In just two days time I will welcome a new group of students into Italy as they begin their time abroad.  The start of a new term is always exciting, and the start of a new academic year even more so (at least for me) – anything could happen this year.

Backing up a bit…my “home” can be found in Italy, at the moment, and my job (not yet a career, as far as I know), in the field of study abroad.  This is appropriate, since, like countless thousands before and after me, I discovered Italy’s joys during a period of study abroad (and its realities during an extended period as an ex-pat here…but I digress).  I, a pretty typical mid 20-something, am directly responsible for the happiness and well being of a gaggle of (early) 20-somethings during their junior years/semesters abroad.  As jobs for people my age go, I think this is a pretty interesting one; if nothing else, it gives me ample opportunity to reflect on the difference between young 20-somethings and mid 20-somethings (not to mention the difference between Americans and Italians/Europeans; privileged students and students from working class backgrounds; students from large, public universities and students from small liberal arts schools, etc. etc.).

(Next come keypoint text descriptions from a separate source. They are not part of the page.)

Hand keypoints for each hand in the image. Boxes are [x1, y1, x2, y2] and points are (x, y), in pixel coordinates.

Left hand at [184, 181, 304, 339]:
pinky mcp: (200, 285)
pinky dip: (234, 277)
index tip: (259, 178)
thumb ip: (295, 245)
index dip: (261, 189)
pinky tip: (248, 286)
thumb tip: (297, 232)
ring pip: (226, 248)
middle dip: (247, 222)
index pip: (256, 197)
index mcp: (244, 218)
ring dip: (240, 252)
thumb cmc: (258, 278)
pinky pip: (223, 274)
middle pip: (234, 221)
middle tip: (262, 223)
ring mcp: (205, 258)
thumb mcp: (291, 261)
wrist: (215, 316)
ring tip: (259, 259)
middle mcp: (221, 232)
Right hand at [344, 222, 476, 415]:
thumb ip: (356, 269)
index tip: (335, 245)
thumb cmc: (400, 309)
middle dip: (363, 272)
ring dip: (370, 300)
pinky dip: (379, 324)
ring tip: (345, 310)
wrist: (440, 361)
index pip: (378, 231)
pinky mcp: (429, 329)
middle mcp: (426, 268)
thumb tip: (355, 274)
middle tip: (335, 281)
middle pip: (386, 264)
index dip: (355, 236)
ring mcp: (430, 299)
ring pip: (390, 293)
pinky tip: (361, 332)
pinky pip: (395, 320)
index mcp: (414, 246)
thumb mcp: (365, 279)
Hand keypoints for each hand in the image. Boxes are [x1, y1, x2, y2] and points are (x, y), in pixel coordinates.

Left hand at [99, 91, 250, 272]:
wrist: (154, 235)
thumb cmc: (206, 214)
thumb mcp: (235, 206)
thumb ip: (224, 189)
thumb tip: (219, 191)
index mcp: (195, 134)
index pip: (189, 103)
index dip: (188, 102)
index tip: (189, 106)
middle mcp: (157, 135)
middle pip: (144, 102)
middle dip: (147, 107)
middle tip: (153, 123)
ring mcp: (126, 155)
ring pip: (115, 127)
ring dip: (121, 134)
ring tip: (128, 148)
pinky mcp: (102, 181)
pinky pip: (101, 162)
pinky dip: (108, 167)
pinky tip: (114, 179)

I do wonder if my darling chicklings realize how vast the mere 4-5 years of age that separates us seems to me; I wonder if they, too, see me as someone older and in many ways different from them.  I try to keep this in mind when I’m imagining what 30, 35, 40 will look like; if they will all be distinct ages very different from the others; if my 30 year old counterparts view me with the same detached amusement for my immaturity, much as I sometimes do with my students.  Certain 5 year age jumps are naturally momentous and encompass an enormous amount of change (age 0-5, or 10-15, come to mind).  I think everybody knows this.  But personally I didn’t expect the jump from 20-25 to be just so…huge.

At 20, I had been with one boy; lived in one country; I spoke one language; I had never been to Europe, and perhaps the only significant change I had experienced in my life was a move from a small, rural town to a suburban/metropolitan area for college.

At 25, I have loved three men (or are they boys too?); lived in two countries and traveled to a few more more; learned a second language and studied two more; earned a bachelor’s and master’s degrees and held down three “real” jobs, each one a step up from the one that came before.  I think it would be very naïve of me or any 20-something to imagine that we’ll be lucky enough to maintain such an exciting pace in the years to come.

I look at my students, whom for the most part I truly adore, and I wonder what the next five years has in store for them.  I’m excited for how much they will change and experience and I hope they remember their time in Italy as a turning point in their lives, much like I do.  For the time being however, all I want them to be concerned with is acquiring a taste for red wine (and learning how to drink it sensibly), enjoying REAL food, learning a beautiful language and gaining some perspective on their worlds, which are bound to grow.